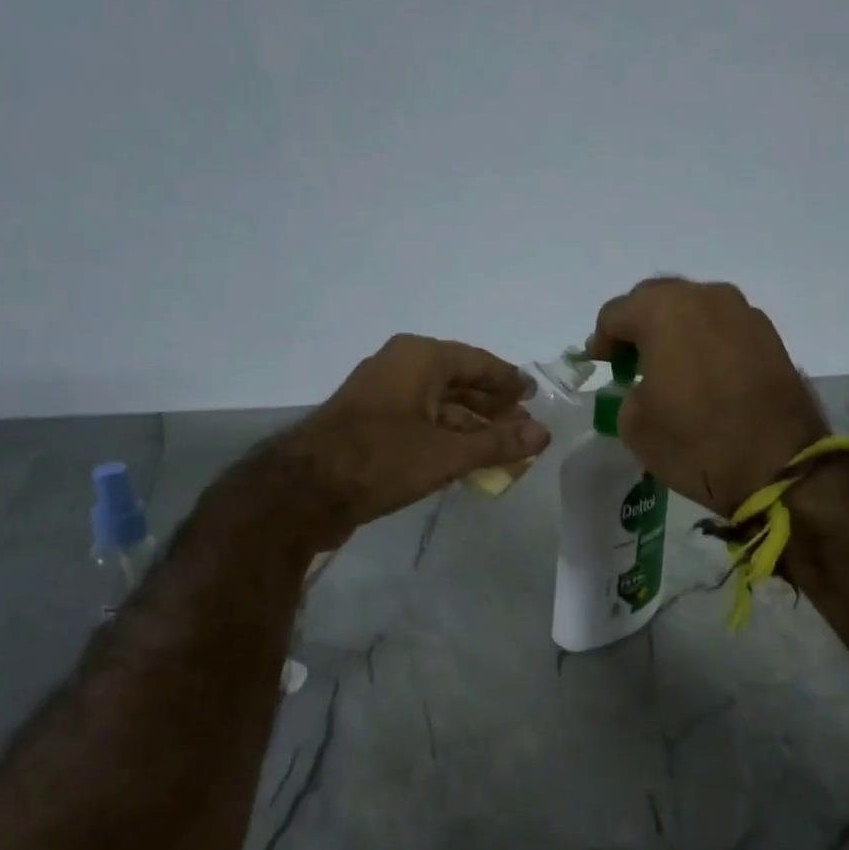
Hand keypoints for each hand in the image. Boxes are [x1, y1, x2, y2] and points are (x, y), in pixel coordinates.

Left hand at [274, 335, 549, 541]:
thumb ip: (498, 443)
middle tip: (523, 425)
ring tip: (502, 447)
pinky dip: (446, 437)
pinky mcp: (369, 425)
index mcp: (419, 358)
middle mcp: (399, 367)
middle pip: (458, 381)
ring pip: (439, 404)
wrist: (304, 491)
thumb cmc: (381, 459)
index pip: (477, 361)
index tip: (533, 395)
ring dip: (471, 425)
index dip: (508, 380)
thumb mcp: (447, 453)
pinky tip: (465, 459)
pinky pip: (420, 422)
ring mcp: (381, 396)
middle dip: (492, 405)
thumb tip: (544, 434)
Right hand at [590, 278, 826, 514]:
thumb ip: (627, 391)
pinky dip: (707, 342)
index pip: (616, 313)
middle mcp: (705, 298)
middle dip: (639, 326)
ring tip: (671, 366)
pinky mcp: (770, 336)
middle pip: (657, 299)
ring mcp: (744, 313)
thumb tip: (643, 385)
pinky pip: (724, 327)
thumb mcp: (635, 425)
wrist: (777, 466)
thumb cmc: (695, 443)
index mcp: (663, 312)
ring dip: (676, 330)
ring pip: (695, 308)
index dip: (602, 340)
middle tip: (631, 361)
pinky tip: (705, 374)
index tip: (603, 366)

- How to complete this task -
Exactly as written, copy the lines from the one containing "thumb cmc: (695, 443)" to the end of the entries, both ends included.

- Written solution -
thumb cmc: (695, 443)
index mcp: (663, 312)
ring dip: (676, 330)
ring pip: (695, 308)
index dip: (602, 340)
middle tip: (631, 361)
pinky tip: (705, 374)
index tip: (603, 366)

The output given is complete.